The truth would be far too complicated for me to try to explain, let alone for him to understand. How could I tell this man, who’d been acting like a polite stranger to me for two long months, that he’d become essential to me? Not because mypotions had failed—I didn’t even know where the box had gone to in the back of my wardrobe, it’d been so long since I’d thought about using them—but because of something fundamental to who he was.

He’d maintained his urbane demeanor while he fucked me. Every other day, times that occasionally fell in the middle of the night, when I’d had to go down to his study and tell him, trying not to blush too much, that I needed him. And then he’d set down his brandy glass, and he’d follow me up to my room, and he wouldn’t say a word as I bent over and he pushed into me, made us one, even though we couldn’t have been farther apart.

Months of entering ballrooms on his arm, of circulating through crowds and nodding and smiling and laughing, frequently enough to grow used to the parties and the company…but never enough to grow used to touching him only for show.

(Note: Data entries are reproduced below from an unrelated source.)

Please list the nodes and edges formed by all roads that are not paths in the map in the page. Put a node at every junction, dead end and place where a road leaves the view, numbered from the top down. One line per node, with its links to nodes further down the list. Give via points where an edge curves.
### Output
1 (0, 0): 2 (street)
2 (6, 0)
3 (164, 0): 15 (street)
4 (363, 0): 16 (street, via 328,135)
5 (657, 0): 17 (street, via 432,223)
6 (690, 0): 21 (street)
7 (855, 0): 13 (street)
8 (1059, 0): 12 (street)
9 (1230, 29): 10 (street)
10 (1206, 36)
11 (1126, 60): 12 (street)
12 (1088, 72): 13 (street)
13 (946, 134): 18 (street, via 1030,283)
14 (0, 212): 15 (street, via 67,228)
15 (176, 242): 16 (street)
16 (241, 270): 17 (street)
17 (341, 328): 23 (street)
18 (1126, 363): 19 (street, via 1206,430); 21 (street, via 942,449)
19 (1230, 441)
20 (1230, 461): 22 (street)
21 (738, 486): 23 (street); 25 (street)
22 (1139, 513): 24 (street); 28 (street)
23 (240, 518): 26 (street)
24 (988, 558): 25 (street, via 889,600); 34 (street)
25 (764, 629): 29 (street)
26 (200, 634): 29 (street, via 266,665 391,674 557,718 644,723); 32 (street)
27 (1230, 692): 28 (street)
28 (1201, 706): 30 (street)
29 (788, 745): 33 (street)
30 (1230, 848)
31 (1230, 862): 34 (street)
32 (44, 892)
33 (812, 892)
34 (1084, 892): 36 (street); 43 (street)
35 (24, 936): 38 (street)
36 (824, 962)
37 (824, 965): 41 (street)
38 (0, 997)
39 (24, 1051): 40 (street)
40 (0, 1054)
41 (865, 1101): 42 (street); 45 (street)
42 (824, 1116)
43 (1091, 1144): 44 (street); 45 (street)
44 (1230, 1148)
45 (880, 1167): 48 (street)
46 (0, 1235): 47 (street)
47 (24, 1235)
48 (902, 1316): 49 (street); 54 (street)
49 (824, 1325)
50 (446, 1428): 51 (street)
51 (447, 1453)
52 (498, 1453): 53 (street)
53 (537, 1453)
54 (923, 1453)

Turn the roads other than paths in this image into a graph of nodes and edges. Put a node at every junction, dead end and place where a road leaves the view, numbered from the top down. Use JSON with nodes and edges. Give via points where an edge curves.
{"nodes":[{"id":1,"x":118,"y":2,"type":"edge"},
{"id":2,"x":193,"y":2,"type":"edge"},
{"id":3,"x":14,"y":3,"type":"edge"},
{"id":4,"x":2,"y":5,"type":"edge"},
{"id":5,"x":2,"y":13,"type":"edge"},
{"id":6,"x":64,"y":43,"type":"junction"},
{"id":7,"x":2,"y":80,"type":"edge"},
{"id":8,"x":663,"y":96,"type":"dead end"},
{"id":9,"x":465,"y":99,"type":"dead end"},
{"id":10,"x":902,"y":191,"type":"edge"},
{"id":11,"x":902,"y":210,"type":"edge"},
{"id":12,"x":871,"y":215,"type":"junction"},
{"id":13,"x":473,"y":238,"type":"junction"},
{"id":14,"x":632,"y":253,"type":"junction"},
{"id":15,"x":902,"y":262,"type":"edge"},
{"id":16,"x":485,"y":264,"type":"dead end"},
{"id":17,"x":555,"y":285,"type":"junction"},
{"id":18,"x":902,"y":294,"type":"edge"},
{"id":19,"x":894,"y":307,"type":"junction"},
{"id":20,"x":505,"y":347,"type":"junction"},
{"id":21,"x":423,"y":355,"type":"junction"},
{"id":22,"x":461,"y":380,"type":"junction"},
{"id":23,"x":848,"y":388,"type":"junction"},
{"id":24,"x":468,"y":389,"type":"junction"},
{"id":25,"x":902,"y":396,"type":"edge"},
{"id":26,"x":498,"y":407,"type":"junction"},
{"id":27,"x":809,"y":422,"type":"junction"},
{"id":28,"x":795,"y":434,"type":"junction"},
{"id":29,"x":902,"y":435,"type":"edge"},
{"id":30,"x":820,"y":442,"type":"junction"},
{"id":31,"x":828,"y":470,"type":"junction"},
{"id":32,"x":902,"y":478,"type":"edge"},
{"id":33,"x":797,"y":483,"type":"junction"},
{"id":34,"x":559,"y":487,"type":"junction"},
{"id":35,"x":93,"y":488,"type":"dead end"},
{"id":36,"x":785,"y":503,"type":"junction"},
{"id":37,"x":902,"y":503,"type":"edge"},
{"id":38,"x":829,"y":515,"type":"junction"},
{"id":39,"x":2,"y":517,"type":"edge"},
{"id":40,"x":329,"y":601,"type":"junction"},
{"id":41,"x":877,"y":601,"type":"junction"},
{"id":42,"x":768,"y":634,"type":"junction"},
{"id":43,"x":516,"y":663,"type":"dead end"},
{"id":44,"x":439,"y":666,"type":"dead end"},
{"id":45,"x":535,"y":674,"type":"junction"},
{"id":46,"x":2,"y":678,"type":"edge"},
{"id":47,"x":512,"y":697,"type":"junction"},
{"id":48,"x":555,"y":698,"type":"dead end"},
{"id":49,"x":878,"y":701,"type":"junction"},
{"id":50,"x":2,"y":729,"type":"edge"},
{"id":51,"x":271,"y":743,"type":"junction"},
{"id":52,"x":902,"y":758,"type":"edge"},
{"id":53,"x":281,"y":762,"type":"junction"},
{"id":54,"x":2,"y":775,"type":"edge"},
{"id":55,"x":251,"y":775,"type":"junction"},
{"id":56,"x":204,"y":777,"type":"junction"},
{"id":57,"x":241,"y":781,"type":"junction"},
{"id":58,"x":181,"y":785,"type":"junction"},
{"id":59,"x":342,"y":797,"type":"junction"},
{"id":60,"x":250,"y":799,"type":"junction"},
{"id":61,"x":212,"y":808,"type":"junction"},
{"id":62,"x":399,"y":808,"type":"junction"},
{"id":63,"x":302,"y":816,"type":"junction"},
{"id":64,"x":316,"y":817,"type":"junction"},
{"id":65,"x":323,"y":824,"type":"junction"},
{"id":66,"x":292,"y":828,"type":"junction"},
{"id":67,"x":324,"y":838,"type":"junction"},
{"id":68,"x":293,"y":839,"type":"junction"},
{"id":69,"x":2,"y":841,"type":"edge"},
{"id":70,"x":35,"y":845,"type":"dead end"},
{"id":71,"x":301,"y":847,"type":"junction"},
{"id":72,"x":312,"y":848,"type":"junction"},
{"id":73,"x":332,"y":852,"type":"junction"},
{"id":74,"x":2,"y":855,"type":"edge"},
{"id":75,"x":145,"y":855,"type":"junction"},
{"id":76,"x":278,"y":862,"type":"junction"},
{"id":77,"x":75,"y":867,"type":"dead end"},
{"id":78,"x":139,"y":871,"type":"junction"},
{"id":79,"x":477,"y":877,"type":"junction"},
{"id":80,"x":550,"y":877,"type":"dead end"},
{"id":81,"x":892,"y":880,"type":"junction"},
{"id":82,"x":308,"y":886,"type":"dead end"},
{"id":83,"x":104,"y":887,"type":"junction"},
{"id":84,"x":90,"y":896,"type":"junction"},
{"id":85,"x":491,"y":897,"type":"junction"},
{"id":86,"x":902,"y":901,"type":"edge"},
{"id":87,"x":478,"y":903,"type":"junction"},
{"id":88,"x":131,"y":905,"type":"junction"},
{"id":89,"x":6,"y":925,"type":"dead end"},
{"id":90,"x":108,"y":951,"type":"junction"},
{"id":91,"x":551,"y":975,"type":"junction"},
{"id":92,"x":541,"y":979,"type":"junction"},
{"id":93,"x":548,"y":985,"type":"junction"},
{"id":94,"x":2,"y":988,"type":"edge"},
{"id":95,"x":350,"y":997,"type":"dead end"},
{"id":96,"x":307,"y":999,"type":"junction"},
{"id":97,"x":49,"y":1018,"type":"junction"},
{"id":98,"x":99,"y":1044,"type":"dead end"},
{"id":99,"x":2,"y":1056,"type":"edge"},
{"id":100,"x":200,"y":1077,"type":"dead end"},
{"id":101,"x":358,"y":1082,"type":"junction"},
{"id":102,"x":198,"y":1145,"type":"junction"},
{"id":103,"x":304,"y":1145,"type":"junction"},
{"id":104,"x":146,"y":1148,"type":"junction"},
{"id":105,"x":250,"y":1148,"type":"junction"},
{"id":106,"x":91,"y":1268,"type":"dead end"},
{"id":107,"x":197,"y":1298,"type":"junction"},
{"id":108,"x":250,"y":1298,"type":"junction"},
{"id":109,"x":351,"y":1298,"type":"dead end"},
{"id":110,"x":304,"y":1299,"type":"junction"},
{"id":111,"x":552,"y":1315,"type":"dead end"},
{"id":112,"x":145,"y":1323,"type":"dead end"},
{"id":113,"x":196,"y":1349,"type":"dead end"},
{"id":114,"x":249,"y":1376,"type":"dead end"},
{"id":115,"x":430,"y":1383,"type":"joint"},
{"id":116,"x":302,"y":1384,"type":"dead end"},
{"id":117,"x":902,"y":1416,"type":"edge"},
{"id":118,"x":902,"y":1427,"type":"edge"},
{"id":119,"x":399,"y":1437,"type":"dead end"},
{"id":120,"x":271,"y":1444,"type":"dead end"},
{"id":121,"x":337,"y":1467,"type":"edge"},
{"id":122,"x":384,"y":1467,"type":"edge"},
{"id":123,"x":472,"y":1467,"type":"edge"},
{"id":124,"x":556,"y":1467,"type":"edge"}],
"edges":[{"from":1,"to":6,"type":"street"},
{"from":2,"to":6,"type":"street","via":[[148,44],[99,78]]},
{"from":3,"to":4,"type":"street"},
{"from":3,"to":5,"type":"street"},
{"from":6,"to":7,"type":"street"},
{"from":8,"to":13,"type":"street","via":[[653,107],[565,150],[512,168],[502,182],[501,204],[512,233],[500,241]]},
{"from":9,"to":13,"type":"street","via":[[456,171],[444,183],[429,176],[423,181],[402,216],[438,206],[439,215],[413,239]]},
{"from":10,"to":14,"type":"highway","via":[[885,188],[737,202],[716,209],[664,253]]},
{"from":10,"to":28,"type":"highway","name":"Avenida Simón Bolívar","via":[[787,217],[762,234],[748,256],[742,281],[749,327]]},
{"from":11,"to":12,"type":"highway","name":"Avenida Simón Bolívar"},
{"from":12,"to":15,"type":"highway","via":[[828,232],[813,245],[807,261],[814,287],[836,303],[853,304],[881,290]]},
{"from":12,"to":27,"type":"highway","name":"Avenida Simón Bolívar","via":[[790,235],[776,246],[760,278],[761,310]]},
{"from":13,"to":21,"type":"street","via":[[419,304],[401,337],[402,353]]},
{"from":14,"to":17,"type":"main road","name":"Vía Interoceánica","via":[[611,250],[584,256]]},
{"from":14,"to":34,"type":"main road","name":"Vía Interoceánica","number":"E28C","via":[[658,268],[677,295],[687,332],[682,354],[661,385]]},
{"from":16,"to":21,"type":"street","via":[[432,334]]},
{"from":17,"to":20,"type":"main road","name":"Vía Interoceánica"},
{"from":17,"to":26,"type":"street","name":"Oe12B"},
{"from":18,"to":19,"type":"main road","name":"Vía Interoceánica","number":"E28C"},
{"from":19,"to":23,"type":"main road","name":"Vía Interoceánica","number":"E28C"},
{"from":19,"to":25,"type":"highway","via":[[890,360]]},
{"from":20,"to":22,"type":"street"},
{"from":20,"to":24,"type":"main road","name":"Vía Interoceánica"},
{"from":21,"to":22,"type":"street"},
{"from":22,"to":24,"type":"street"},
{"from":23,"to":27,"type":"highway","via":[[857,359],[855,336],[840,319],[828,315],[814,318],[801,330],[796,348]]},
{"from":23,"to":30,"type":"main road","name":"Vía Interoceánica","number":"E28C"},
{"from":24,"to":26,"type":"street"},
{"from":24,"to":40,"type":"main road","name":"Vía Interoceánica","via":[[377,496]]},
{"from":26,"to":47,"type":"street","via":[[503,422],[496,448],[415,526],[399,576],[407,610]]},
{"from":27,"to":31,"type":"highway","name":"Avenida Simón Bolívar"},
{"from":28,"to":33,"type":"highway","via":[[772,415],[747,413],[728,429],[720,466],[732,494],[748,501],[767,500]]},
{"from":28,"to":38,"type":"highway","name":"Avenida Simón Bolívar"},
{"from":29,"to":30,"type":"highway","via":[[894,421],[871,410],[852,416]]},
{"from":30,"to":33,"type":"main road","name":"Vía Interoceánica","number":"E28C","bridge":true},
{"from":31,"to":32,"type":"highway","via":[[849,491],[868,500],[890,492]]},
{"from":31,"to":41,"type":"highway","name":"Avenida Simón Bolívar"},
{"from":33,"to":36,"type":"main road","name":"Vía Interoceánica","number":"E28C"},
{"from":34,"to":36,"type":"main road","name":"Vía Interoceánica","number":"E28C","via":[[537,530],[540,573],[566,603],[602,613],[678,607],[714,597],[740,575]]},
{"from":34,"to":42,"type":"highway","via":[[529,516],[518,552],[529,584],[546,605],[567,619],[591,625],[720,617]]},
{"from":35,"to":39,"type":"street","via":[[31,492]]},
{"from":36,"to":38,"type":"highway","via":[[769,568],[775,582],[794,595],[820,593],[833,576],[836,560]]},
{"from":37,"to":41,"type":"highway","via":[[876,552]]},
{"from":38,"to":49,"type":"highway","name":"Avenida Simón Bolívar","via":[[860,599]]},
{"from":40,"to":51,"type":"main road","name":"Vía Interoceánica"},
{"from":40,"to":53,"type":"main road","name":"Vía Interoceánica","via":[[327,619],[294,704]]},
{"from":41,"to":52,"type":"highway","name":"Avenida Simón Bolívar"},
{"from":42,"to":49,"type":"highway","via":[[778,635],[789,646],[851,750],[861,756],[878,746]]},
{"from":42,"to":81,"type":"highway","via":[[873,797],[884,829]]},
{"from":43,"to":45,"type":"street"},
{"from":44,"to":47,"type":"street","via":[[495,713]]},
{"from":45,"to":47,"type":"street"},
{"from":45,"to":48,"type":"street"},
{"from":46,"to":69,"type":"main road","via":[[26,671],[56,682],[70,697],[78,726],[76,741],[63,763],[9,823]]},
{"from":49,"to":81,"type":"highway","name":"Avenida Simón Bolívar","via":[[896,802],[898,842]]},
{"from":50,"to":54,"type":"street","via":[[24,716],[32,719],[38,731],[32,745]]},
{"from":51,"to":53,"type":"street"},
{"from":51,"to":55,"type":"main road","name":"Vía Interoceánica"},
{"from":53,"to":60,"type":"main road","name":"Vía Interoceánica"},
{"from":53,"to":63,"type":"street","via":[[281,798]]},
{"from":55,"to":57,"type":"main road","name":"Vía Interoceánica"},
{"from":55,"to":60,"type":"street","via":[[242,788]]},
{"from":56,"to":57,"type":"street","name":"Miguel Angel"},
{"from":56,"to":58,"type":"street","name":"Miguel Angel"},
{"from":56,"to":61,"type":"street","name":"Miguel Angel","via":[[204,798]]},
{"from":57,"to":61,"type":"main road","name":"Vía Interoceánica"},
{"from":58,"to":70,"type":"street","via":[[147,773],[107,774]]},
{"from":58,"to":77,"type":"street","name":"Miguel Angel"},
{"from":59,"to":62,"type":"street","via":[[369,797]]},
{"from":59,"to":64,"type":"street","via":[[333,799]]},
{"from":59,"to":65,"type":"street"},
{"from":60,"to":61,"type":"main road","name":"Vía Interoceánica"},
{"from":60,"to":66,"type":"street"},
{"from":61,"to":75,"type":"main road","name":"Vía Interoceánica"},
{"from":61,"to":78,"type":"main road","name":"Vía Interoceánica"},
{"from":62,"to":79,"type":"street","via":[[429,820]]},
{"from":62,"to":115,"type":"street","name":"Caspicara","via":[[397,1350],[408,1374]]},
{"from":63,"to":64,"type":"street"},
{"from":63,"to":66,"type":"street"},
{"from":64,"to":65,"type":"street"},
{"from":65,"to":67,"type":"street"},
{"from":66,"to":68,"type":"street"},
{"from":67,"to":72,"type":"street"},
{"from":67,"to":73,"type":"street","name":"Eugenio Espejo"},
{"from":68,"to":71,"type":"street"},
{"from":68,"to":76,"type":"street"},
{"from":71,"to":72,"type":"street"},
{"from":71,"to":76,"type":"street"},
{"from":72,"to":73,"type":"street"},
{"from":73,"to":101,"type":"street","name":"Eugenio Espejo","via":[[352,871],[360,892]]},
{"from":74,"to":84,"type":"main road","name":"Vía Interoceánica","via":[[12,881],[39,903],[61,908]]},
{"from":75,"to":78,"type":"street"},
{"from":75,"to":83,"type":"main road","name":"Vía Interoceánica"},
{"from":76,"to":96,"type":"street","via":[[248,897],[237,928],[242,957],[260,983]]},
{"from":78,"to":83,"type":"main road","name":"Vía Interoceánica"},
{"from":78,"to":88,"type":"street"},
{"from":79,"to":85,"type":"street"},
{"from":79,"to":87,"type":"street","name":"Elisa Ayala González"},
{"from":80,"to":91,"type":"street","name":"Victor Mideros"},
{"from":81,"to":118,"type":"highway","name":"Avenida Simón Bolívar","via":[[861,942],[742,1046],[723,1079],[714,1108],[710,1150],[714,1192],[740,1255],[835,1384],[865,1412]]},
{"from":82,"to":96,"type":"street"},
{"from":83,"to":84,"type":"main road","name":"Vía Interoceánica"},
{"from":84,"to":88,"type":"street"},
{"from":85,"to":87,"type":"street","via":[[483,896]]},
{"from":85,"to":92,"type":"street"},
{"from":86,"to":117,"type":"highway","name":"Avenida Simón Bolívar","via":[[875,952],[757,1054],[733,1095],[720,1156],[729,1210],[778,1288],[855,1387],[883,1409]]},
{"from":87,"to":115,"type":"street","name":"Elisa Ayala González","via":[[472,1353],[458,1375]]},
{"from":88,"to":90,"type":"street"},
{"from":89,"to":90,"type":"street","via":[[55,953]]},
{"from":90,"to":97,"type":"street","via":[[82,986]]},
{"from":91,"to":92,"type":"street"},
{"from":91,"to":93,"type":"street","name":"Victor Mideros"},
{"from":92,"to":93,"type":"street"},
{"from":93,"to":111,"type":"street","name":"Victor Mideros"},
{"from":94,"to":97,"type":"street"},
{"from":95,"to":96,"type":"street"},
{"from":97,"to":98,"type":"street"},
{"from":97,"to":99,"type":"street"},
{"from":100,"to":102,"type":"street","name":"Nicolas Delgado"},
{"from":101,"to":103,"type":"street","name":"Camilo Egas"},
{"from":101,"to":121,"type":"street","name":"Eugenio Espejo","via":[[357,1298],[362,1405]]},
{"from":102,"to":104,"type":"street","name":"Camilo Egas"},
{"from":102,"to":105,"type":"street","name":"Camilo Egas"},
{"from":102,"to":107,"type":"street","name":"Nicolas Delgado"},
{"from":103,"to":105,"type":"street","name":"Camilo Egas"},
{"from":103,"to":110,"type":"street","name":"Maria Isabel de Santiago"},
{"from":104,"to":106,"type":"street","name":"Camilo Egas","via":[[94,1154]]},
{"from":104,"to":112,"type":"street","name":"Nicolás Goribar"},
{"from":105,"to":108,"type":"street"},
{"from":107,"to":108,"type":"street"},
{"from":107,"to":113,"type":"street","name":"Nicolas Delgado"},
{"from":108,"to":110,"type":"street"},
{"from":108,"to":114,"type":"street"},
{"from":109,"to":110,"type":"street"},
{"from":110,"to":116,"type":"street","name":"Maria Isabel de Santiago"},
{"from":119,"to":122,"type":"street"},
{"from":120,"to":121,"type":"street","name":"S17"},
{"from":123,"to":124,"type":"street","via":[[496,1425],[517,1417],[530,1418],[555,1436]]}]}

Because his touch…his touch. Lighting up my magic, grounding me in the security of his strength. It acted on me like a drug, and late at night, after he’d finished with me and I’d lain down alone in my bed, I drifted in the dark like one intoxicated, imagining what would happen if he kissed me again.

Right now he was close enough to kiss me if he wanted to, or for me to lean over and press my lips to his. But he wouldn’t, and I didn’t dare.

I swallowed hard, the motion painful.

“You startled me, that’s all,” I said at last. “I was in the middle of concentrating on my magic when you joined us.”

“So anyone else walking up would’ve caused the same distraction?” His frown deepened. “You shouldn’t have been doing that. Using your magic like that. It’s reckless.”

“Reckless.” Now that I’d thawed, I had the strength to take umbrage, and the fact that he was right—my tutor would’ve used that word and many others that were harsher—only fed myanger. “You’re a fine one to talk. If it embarrasses you to have me using magic in front of people when it’s not in fashion for the nobility to be practitioners, then you can—”

“Embarrasses—I don’t give a fuck what’s in fashion!” His voice had risen, his face flushed, and he stopped suddenly and glanced around, as if afraid someone might hear the eminently fashionable Lord Stefan blaspheming against Nevaian society like that. “I don’t fucking care,” he hissed, much more quietly.